On Thursday, many Cherokee County residents will be gathering with friends and family to celebrate Thanksgiving. Turkey, ham, or other savory meats, with all the trimmings, will grace well-appointed tables, followed by pumpkin or pecan pie.
Regardless of its nebulous beginnings, this holiday has become for many Americans a time of reflection on the blessings they share. Though in recent years, it’s become more commercialized, many families still reserve this day as the one time during the year they can share a meal a meal and their common stories.
Others aren’t so fortunate. Not everyone is lucky enough to have the day off. More retailers are open on Thanksgiving, and convenience stores have long been holiday staples. Law enforcement officers, EMTs, firefighters, hospital personnel, and media staffers are also on the clock, and many others – like utility company crews – must be on call that day.
But at least most of these folks have jobs, and can put food on the table, even if it’s not in the traditional way. And they have roofs over their heads, and clothing on their backs. That’s not the case for a growing number of people in this country.

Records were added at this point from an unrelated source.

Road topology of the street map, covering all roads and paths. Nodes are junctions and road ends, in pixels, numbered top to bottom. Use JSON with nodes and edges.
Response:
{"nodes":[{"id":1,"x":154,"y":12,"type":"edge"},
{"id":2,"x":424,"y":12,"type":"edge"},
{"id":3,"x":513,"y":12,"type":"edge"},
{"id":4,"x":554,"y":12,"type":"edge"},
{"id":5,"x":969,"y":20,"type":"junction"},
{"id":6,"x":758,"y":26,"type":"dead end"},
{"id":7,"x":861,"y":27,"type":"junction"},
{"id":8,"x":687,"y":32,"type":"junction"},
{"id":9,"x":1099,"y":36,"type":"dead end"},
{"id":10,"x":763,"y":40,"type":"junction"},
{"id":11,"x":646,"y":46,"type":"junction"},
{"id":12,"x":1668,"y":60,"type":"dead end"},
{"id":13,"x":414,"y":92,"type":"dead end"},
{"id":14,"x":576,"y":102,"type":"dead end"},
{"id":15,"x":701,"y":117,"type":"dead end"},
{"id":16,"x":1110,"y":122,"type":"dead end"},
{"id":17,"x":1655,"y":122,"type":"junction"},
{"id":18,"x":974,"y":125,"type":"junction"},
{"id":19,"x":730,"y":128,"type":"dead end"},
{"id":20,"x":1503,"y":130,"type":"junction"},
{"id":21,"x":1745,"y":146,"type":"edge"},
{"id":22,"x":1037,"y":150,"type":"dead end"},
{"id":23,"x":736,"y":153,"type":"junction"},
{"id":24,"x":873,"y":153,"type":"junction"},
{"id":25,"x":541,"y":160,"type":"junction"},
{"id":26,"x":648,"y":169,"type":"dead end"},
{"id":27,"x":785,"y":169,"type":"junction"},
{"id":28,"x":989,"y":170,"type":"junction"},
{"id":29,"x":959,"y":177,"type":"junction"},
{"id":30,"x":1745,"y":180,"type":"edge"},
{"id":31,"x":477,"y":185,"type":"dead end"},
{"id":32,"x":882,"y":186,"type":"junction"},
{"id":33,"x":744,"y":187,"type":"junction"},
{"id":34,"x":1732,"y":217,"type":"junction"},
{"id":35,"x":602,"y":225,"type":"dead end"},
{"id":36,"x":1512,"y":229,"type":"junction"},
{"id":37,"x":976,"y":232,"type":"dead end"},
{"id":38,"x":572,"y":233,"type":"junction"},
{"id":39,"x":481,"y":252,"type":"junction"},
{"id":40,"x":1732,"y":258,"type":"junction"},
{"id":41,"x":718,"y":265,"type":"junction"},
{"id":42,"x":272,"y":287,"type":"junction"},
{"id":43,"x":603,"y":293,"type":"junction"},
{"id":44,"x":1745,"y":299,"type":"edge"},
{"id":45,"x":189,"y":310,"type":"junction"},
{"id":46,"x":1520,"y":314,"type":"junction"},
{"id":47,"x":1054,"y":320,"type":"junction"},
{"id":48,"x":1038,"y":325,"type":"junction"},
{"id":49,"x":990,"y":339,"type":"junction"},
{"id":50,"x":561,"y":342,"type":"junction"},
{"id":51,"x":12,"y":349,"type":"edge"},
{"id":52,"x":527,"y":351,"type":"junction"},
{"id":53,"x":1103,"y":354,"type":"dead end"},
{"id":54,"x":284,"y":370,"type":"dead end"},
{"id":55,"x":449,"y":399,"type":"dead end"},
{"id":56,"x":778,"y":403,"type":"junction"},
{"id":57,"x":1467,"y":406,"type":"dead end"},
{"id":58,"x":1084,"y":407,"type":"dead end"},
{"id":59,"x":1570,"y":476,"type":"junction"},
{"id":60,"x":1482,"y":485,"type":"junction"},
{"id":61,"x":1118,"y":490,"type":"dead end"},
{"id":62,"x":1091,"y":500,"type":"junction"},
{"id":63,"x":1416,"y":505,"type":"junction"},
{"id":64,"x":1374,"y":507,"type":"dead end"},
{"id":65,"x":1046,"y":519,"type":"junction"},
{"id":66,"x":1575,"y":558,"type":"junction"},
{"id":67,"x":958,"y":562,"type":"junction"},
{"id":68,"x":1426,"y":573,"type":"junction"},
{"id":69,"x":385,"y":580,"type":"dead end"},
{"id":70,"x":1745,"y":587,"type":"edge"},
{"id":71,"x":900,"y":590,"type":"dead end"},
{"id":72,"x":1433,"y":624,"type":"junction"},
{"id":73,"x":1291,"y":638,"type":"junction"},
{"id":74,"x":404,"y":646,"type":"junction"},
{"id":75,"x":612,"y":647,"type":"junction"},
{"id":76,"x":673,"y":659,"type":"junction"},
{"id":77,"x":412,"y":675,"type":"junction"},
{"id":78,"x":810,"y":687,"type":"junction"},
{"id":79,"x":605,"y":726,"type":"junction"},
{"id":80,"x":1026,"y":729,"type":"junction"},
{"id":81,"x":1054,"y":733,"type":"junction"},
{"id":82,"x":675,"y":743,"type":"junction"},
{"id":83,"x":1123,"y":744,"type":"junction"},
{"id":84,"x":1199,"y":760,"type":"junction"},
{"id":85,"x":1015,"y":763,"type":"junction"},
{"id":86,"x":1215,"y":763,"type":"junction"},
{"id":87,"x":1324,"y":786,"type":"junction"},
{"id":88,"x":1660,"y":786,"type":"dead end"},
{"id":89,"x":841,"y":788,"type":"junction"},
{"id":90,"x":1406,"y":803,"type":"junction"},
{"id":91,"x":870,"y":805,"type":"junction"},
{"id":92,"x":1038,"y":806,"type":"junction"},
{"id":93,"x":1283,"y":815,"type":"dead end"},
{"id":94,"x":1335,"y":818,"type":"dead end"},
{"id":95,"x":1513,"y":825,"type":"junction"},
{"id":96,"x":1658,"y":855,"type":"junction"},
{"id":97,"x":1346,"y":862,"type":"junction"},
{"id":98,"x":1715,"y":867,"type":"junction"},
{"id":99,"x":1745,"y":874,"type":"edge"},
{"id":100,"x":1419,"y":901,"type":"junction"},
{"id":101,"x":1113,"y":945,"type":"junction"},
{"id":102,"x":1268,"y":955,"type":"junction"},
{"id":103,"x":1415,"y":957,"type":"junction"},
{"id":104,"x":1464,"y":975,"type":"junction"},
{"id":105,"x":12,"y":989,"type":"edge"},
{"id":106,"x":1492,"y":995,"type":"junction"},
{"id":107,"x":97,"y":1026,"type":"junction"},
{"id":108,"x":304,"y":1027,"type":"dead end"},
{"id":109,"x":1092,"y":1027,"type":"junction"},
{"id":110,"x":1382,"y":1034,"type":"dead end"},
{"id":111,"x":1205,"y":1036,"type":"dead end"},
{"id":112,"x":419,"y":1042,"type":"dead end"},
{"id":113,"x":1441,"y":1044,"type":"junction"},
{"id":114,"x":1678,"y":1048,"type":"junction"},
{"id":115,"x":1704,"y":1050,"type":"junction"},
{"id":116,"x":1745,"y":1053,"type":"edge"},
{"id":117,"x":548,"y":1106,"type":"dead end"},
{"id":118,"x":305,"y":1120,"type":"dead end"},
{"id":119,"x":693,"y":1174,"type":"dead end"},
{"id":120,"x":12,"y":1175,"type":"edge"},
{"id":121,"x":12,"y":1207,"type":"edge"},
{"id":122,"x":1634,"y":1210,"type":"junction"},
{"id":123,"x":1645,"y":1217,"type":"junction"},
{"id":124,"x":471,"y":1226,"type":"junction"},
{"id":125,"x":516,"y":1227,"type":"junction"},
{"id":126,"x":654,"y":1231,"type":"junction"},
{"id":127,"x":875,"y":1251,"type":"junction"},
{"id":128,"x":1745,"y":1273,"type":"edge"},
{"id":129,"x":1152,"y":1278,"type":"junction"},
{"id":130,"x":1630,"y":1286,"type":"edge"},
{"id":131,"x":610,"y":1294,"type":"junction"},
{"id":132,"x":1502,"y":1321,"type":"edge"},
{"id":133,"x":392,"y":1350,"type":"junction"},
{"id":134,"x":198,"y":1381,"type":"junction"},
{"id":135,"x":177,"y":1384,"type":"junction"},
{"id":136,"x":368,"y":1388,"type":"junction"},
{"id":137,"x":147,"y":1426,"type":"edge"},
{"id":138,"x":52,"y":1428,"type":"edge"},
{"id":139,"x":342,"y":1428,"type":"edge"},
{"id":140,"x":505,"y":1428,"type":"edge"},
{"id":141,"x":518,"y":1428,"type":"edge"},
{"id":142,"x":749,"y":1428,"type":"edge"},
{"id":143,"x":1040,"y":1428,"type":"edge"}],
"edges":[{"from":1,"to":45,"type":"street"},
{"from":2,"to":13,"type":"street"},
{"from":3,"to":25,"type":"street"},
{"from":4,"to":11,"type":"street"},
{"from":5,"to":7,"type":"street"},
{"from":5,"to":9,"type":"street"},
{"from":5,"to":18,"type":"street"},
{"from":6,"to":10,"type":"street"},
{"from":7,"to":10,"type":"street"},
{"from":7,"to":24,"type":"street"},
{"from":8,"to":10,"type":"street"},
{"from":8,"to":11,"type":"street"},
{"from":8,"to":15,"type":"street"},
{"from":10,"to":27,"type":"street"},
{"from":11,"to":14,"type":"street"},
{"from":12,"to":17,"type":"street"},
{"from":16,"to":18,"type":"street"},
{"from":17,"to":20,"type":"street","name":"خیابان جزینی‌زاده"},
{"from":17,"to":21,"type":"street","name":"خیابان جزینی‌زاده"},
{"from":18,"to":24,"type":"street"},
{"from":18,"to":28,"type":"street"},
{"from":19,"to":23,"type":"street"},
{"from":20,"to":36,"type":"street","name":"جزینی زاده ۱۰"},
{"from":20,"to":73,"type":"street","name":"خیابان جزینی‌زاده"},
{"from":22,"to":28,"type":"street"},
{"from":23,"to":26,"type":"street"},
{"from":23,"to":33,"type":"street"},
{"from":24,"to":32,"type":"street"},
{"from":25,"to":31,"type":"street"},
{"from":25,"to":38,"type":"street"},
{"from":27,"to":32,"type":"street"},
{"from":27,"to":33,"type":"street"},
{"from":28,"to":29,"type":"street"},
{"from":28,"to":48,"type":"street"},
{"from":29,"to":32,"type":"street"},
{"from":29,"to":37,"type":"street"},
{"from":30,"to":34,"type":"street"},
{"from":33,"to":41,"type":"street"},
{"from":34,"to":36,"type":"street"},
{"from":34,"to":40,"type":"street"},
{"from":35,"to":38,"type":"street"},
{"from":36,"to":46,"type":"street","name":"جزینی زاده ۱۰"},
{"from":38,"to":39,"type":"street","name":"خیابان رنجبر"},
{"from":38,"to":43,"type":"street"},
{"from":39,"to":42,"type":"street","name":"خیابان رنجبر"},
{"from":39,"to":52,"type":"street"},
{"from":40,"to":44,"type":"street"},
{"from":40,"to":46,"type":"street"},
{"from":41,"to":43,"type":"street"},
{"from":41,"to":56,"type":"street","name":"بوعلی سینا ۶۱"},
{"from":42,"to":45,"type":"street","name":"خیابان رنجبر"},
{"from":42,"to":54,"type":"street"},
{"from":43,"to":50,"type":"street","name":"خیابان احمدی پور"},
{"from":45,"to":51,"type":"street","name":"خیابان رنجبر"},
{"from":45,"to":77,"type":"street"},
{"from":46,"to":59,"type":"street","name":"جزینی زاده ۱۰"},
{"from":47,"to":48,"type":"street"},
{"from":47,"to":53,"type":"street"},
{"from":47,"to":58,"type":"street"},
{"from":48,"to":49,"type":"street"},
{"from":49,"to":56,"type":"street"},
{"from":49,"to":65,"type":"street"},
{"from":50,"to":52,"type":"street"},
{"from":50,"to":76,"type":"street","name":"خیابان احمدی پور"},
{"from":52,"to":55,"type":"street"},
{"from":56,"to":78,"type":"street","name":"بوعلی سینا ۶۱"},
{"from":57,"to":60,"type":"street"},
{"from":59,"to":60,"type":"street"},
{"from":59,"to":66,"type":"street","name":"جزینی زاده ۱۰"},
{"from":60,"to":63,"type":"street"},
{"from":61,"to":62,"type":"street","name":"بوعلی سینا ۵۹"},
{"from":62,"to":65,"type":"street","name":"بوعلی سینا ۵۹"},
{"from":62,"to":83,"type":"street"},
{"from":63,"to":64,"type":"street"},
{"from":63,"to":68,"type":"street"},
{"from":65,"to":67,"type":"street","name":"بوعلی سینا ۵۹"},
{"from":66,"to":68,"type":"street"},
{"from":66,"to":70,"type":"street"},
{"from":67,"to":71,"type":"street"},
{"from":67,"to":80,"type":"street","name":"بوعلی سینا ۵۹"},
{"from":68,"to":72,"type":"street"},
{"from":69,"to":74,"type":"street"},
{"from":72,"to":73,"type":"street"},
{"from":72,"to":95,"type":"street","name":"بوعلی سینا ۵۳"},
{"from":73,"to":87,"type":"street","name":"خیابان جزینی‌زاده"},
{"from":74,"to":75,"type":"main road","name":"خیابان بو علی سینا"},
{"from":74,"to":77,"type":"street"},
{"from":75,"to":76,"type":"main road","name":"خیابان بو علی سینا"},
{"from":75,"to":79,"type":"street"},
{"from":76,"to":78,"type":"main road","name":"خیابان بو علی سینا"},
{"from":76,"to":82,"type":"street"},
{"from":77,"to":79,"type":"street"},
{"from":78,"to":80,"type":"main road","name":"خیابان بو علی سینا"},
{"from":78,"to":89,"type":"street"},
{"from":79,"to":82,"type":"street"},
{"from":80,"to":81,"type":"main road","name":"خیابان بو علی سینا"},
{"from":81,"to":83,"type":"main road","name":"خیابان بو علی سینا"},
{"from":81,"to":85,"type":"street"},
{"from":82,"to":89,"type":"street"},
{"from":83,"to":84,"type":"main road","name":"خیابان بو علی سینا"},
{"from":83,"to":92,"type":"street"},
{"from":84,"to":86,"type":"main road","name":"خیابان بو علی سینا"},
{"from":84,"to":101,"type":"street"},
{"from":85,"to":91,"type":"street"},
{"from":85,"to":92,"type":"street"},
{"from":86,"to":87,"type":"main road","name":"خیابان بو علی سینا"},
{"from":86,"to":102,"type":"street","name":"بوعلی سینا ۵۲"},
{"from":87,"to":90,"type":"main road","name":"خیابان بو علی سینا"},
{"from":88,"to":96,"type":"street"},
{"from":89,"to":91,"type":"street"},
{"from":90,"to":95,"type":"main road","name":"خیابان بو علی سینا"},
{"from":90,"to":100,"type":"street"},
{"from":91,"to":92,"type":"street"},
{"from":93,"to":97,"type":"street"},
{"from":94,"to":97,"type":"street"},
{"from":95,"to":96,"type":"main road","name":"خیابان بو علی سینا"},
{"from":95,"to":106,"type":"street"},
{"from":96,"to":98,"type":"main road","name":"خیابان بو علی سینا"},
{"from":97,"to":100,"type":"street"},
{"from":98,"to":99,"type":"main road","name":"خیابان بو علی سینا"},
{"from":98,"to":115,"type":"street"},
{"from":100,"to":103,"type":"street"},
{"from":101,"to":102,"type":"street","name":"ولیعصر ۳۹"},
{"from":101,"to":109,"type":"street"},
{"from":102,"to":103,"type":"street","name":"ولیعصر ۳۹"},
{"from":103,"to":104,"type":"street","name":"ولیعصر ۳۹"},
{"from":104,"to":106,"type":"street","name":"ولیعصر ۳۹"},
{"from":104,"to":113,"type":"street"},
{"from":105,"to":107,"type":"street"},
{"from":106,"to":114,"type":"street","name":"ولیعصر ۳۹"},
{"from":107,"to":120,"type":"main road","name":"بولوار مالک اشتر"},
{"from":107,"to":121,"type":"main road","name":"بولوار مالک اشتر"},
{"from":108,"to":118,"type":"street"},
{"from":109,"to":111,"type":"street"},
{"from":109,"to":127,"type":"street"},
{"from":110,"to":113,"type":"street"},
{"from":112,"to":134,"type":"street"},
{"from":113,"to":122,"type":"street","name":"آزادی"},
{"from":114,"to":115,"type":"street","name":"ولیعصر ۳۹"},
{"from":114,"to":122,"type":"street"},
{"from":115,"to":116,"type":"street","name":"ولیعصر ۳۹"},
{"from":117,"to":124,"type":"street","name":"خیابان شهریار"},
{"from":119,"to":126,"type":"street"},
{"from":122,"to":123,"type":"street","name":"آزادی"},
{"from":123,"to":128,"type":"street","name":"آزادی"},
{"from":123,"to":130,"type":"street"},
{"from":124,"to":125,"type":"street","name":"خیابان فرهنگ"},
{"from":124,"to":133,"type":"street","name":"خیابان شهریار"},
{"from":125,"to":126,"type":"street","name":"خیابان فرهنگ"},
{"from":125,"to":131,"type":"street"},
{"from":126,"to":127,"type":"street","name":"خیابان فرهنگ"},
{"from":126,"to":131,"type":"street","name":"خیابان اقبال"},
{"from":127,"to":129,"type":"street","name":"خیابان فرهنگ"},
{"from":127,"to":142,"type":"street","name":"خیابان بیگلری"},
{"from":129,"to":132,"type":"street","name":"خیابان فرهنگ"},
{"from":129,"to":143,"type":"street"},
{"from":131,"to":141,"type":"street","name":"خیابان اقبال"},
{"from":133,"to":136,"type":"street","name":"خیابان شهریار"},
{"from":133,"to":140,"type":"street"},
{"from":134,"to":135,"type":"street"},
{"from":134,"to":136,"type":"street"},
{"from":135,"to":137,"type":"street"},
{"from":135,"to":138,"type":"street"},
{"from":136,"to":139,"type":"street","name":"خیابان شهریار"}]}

As Americans become increasingly polarized on the political spectrum, the less fortunate are increasingly – and wrongfully – being demonized. In many areas, the economy is still in the doldrums, and that breeds resentment among those struggling to keep their heads above water. The poor, the downtrodden, and those fighting addictions find themselves in the spotlight as accusatory fingers are pointed. Those to whom the fingers are attached ask, “Can’t they just pull themselves up by the bootstraps?”
The fact is, many folks have fallen on hard times through no fault of their own. They may have lost their jobs, and are now unable to pay their bills. Maybe they have left abusive relationships and are still unable to stand on their own feet. Or perhaps they are just caught up in a cycle of poverty that started with their parents or grandparents, and simply don’t know how to “pull themselves up by the bootstraps.”
The more fortunate among us – those with jobs that pay a living wage – can do a little more this Thursday than offer gratitude to a higher power for our own circumstances. When we look at others surviving through “government handouts,” we need to remind ourselves it could happen to anyone: As the saying goes, “There but for the grace of God go I.”
And those who are so sheltered that they don’t know anyone in dire straits need only look back at the Daily Press over the past several days and read about the folks who live at Stepping Stones, the rooming house about to be closed by the city.
This year, instead of just writing off low- or no-income neighbors as deadbeats, why not take a closer look and see what you can do to help? Or if you can’t or won’t help, why not at least resist the urge to judge? Many who profess to be people of faith are the first to condemn, though that goes against scripture – just as surely as helping one’s neighbor is in accordance with scripture.
Many of us have much to be thankful for; others do not. Those of us lucky enough to have a fabulous spread this Thursday need to give that some thought.